Content starts
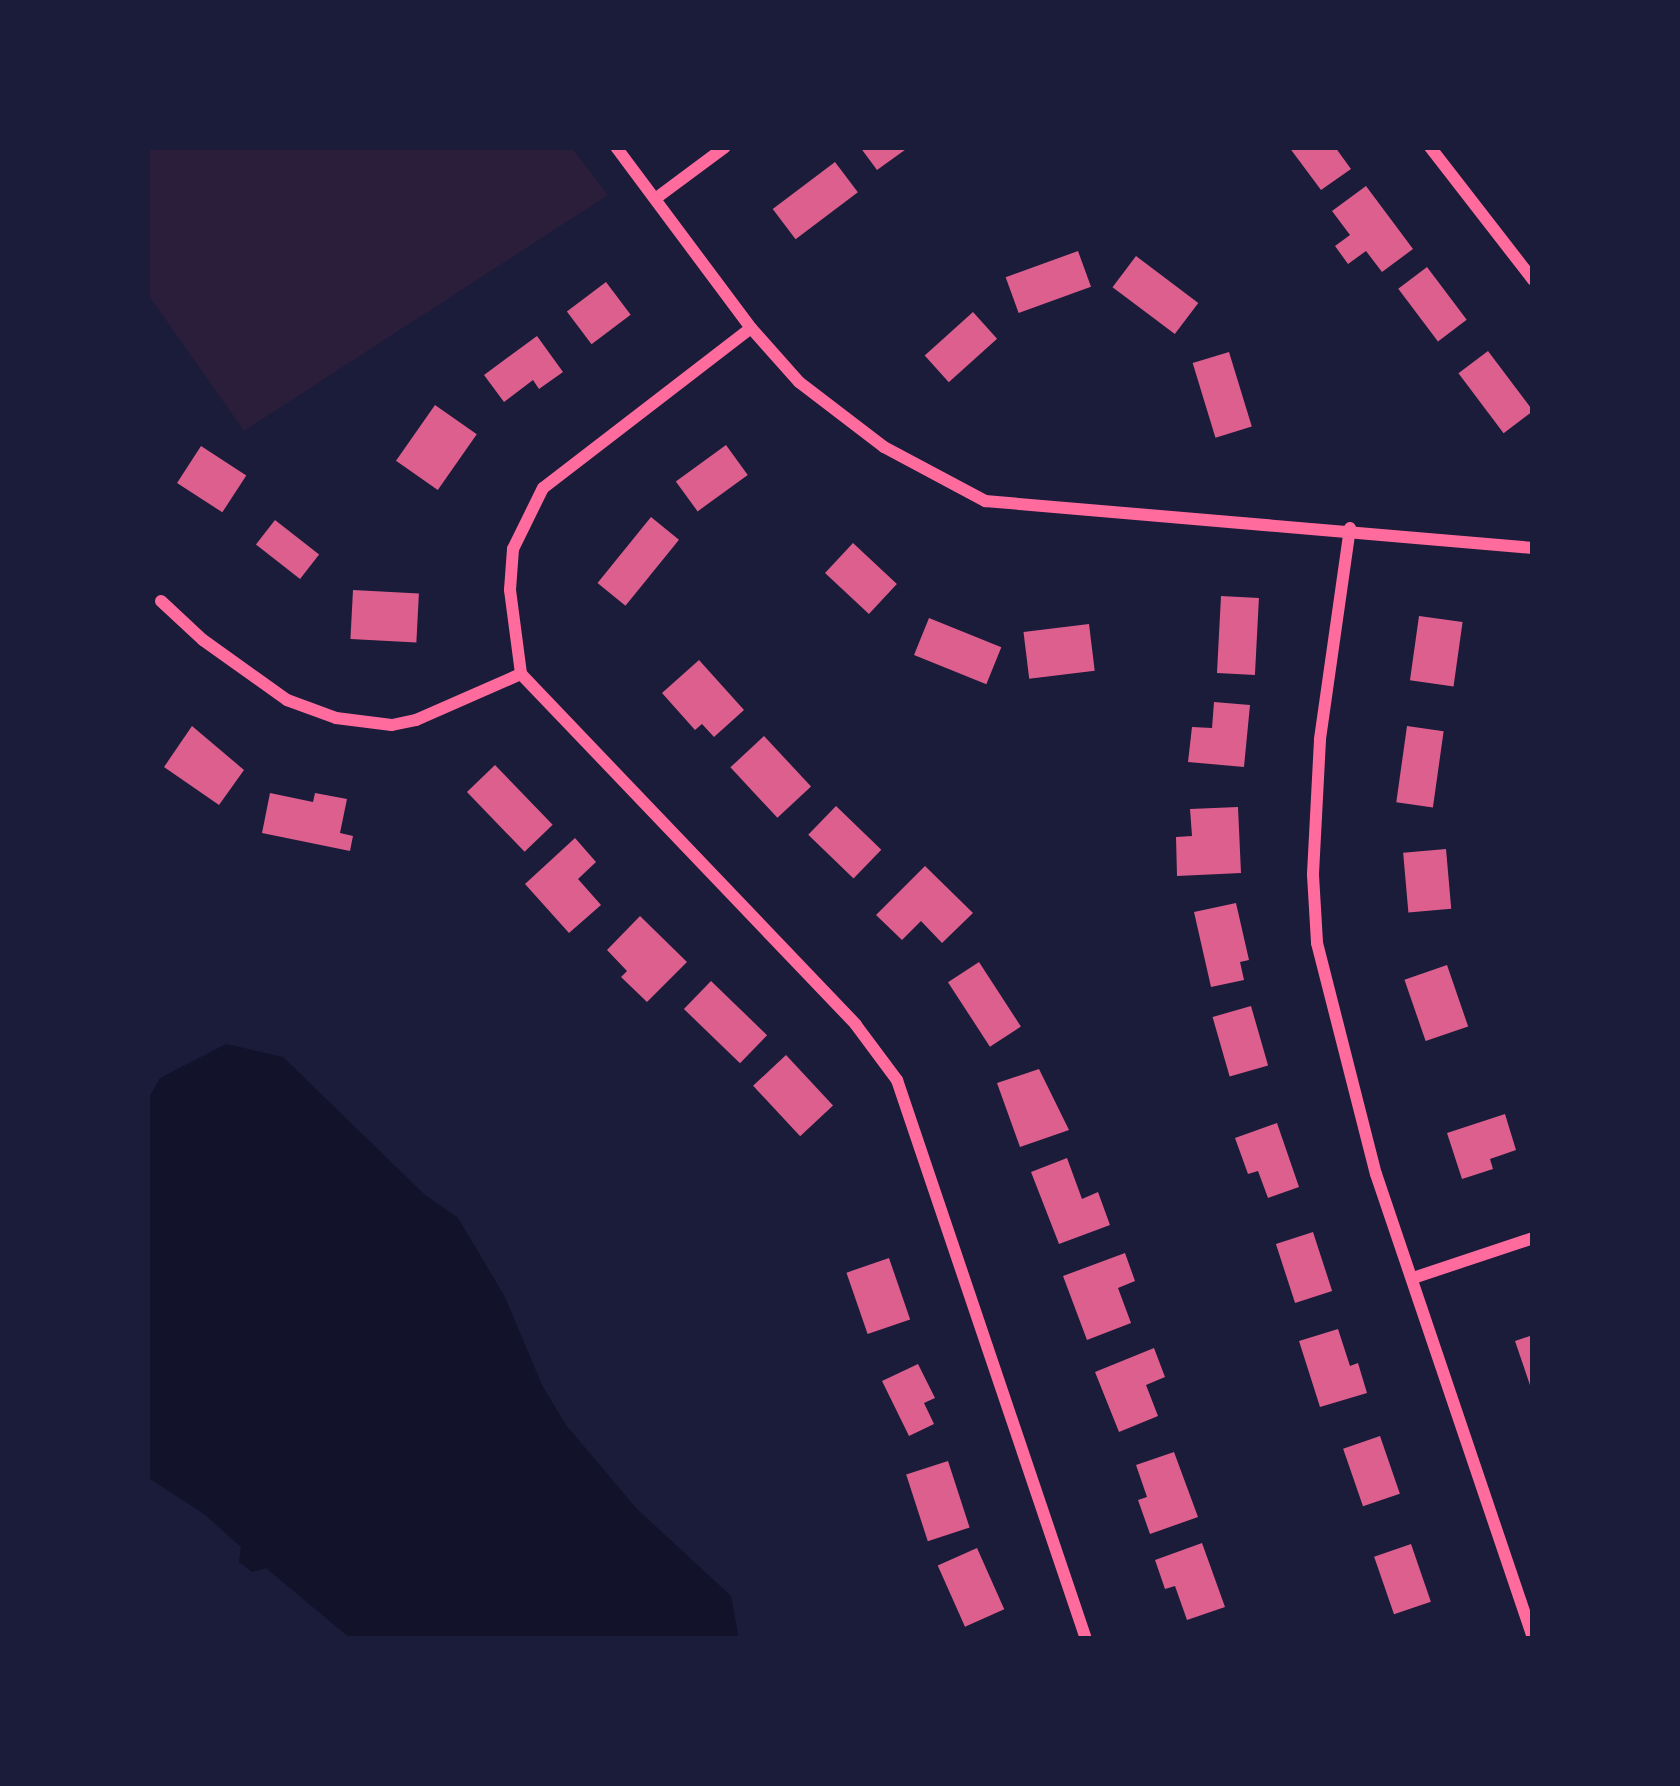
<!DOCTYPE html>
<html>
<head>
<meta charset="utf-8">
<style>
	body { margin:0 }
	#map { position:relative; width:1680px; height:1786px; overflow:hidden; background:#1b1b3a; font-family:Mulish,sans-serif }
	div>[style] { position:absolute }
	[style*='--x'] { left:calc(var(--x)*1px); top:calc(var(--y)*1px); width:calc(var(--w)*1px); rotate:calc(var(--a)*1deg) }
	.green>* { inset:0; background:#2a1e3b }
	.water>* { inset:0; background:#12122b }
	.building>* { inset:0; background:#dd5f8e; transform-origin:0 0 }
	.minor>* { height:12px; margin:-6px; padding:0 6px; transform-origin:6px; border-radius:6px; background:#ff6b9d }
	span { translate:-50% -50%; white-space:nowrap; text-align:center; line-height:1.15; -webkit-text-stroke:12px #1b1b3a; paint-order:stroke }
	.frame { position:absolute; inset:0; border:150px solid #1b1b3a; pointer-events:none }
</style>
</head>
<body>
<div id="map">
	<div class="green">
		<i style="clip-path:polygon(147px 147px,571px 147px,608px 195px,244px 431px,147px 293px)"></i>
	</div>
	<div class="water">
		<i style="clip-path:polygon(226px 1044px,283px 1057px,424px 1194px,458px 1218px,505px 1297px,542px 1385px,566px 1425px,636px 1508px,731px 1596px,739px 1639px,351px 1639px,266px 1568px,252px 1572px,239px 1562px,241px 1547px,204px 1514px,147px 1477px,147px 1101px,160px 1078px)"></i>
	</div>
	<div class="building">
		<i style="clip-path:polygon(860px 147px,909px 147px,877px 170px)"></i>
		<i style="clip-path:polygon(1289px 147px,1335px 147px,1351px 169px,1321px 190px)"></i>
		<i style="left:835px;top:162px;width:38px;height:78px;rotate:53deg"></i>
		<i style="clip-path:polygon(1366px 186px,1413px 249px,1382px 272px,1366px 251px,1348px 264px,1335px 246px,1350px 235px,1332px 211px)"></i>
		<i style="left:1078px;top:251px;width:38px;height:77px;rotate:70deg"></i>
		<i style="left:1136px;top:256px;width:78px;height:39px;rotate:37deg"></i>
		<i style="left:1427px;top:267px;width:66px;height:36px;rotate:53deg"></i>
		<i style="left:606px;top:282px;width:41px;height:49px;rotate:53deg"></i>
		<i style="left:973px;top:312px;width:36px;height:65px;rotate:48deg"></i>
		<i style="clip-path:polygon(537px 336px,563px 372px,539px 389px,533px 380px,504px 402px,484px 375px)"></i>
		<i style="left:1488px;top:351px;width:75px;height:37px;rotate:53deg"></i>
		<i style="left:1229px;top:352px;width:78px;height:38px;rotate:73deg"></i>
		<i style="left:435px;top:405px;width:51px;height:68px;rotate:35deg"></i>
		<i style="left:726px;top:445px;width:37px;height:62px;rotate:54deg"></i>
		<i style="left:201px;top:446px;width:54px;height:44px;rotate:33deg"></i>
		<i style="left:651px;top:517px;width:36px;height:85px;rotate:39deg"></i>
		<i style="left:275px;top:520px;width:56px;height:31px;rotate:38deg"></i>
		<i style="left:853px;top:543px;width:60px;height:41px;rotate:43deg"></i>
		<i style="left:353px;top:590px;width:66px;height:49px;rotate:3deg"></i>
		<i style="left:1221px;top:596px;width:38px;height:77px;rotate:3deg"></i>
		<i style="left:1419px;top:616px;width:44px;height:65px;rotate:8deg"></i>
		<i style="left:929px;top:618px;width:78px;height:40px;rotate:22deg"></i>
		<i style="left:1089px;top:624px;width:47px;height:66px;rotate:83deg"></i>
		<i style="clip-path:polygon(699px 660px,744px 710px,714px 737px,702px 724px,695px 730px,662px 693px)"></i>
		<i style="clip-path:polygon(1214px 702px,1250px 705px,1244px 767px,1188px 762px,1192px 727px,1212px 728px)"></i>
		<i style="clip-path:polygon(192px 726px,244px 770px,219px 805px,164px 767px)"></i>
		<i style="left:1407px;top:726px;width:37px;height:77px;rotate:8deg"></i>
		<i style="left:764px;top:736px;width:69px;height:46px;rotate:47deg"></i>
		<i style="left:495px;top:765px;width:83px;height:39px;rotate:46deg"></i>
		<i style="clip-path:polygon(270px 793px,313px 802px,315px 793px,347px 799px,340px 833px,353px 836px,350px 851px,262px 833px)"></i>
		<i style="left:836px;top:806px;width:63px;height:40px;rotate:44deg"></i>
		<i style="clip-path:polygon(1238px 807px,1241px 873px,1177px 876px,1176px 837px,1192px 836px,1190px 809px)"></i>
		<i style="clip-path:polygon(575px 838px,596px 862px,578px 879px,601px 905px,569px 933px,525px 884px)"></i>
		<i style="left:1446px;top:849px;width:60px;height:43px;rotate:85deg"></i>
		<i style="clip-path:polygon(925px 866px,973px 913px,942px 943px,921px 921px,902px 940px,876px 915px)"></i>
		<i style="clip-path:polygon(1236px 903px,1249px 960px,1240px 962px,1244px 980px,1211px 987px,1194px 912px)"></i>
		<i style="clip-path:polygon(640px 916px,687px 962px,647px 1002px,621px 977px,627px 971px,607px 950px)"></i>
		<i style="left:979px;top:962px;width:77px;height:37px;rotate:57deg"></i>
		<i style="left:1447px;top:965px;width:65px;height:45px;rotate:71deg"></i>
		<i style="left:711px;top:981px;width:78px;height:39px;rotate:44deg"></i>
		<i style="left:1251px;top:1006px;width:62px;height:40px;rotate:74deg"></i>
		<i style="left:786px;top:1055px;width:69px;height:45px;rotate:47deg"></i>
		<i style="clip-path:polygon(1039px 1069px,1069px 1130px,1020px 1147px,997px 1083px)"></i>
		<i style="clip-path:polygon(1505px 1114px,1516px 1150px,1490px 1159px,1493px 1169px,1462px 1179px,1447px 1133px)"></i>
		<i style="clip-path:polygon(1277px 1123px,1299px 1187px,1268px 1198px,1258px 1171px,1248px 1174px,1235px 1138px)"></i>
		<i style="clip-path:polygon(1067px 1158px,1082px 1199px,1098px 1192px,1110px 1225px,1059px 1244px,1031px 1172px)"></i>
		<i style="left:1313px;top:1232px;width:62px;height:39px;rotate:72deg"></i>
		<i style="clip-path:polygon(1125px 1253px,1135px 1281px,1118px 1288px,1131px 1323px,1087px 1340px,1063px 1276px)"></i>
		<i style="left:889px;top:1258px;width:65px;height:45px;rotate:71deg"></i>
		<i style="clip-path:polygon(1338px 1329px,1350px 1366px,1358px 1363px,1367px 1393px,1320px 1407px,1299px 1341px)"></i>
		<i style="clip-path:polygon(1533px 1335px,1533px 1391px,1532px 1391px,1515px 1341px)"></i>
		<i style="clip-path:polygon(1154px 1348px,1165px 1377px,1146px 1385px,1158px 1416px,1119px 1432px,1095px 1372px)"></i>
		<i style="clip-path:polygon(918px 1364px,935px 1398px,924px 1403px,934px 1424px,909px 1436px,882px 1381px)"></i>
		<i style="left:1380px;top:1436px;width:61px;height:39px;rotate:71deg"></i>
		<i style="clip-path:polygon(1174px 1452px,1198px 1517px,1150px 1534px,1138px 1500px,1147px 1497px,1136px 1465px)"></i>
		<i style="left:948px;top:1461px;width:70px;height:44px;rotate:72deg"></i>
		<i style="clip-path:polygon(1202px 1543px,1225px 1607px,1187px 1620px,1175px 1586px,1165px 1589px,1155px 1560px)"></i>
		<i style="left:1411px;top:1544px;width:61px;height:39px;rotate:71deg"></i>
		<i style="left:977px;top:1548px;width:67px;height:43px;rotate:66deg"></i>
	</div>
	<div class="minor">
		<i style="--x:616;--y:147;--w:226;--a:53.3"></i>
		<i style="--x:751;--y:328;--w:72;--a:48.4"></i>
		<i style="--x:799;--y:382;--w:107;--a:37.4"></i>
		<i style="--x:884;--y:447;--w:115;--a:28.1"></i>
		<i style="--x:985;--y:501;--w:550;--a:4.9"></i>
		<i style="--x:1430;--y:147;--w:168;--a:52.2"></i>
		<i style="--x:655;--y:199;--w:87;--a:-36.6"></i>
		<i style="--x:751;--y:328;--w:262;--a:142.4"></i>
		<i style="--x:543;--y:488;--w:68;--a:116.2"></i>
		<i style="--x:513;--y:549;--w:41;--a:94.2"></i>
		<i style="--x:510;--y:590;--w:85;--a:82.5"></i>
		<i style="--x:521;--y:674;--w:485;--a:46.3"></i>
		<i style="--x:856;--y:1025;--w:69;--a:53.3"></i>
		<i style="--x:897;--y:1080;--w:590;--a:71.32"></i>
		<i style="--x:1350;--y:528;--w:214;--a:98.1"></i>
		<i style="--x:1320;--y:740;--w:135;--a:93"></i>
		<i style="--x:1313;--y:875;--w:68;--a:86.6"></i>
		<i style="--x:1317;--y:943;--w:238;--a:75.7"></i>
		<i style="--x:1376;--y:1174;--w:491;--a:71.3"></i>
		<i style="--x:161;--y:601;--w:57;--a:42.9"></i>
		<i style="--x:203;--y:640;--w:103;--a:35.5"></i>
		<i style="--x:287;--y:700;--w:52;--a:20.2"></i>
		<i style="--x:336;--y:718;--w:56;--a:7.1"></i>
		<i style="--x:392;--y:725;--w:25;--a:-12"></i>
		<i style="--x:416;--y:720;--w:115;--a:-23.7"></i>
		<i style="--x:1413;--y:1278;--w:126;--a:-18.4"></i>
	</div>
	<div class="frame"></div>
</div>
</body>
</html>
Content ends
> _PROBLEM TO WORK ON_:
Given the data above, which lines hold the string "origin"? Return them.

> _ANSWER SECTION_:
	.building>* { inset:0; background:#dd5f8e; transform-origin:0 0 }
	.minor>* { height:12px; margin:-6px; padding:0 6px; transform-origin:6px; border-radius:6px; background:#ff6b9d }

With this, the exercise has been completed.